YOUR ASSIGNMENT — Each entry below is to be restated word for word, with no pictures carried over.
___ RECORDS TO USE
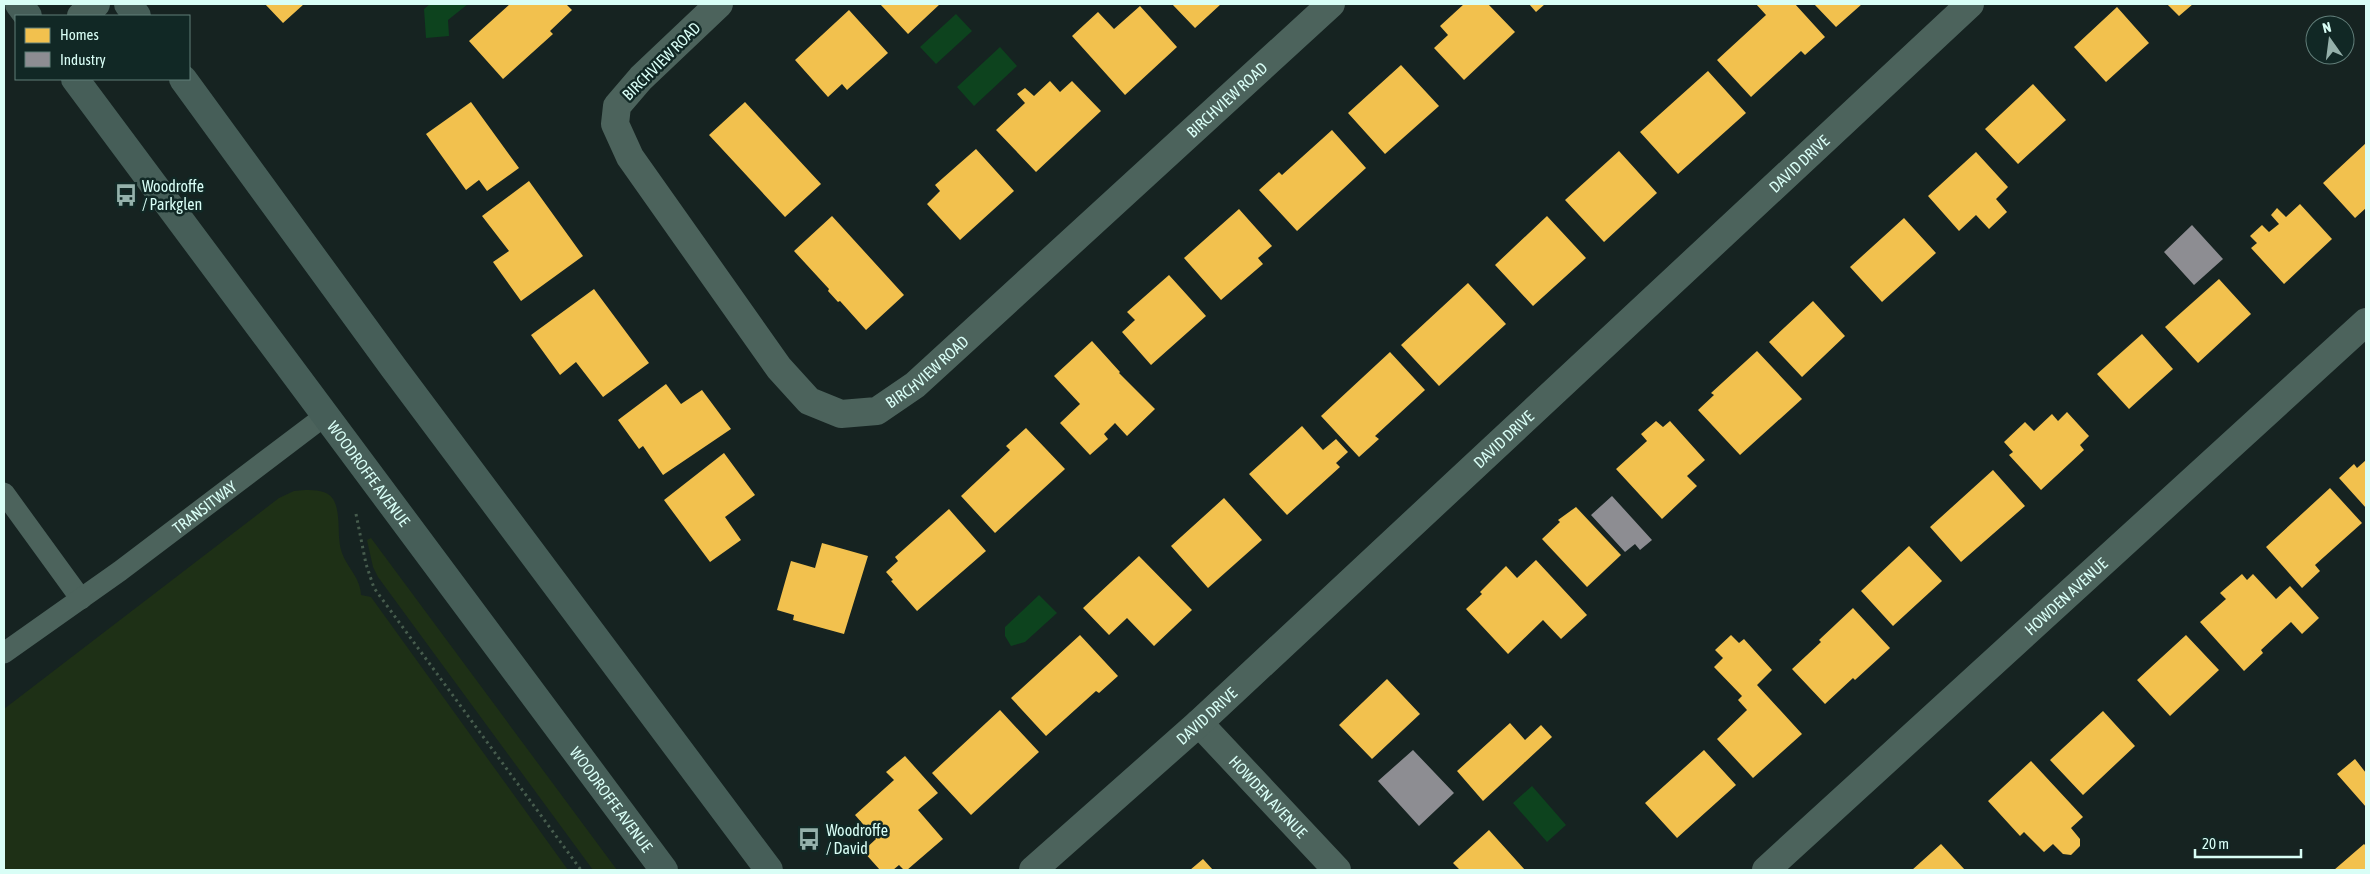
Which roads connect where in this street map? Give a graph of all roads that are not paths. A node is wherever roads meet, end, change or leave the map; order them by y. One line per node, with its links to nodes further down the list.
1 (19, 4): 7 (main road)
2 (96, 4): 8 (street)
3 (128, 4): 9 (main road)
4 (719, 4): 5 (street, BIRCHVIEW ROAD)
5 (1331, 4)
6 (1970, 4): 17 (street, DAVID DRIVE)
7 (27, 15)
8 (82, 15)
9 (136, 15)
10 (76, 80): 13 (main road, WOODROFFE AVENUE)
11 (183, 80): 19 (main road)
12 (2366, 322): 22 (street, HOWDEN AVENUE)
13 (326, 415): 15 (lane, TRANSITWAY); 18 (main road, WOODROFFE AVENUE)
14 (4, 493): 15 (lane)
15 (81, 599): 16 (lane, TRANSITWAY)
16 (4, 653)
17 (1199, 724): 20 (street, DAVID DRIVE); 21 (street, HOWDEN AVENUE)
18 (664, 870)
19 (769, 870)
20 (1032, 870)
21 (1337, 870)
22 (1766, 870)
______
ANSWER BELOW —
Which roads connect where in this street map? Give a graph of all roads that are not paths. A node is wherever roads meet, end, change or leave the map; order them by y. One line per node, with its links to nodes further down the list.
1 (19, 4): 7 (main road)
2 (96, 4): 8 (street)
3 (128, 4): 9 (main road)
4 (719, 4): 5 (street, BIRCHVIEW ROAD)
5 (1331, 4)
6 (1970, 4): 17 (street, DAVID DRIVE)
7 (27, 15)
8 (82, 15)
9 (136, 15)
10 (76, 80): 13 (main road, WOODROFFE AVENUE)
11 (183, 80): 19 (main road)
12 (2366, 322): 22 (street, HOWDEN AVENUE)
13 (326, 415): 15 (lane, TRANSITWAY); 18 (main road, WOODROFFE AVENUE)
14 (4, 493): 15 (lane)
15 (81, 599): 16 (lane, TRANSITWAY)
16 (4, 653)
17 (1199, 724): 20 (street, DAVID DRIVE); 21 (street, HOWDEN AVENUE)
18 (664, 870)
19 (769, 870)
20 (1032, 870)
21 (1337, 870)
22 (1766, 870)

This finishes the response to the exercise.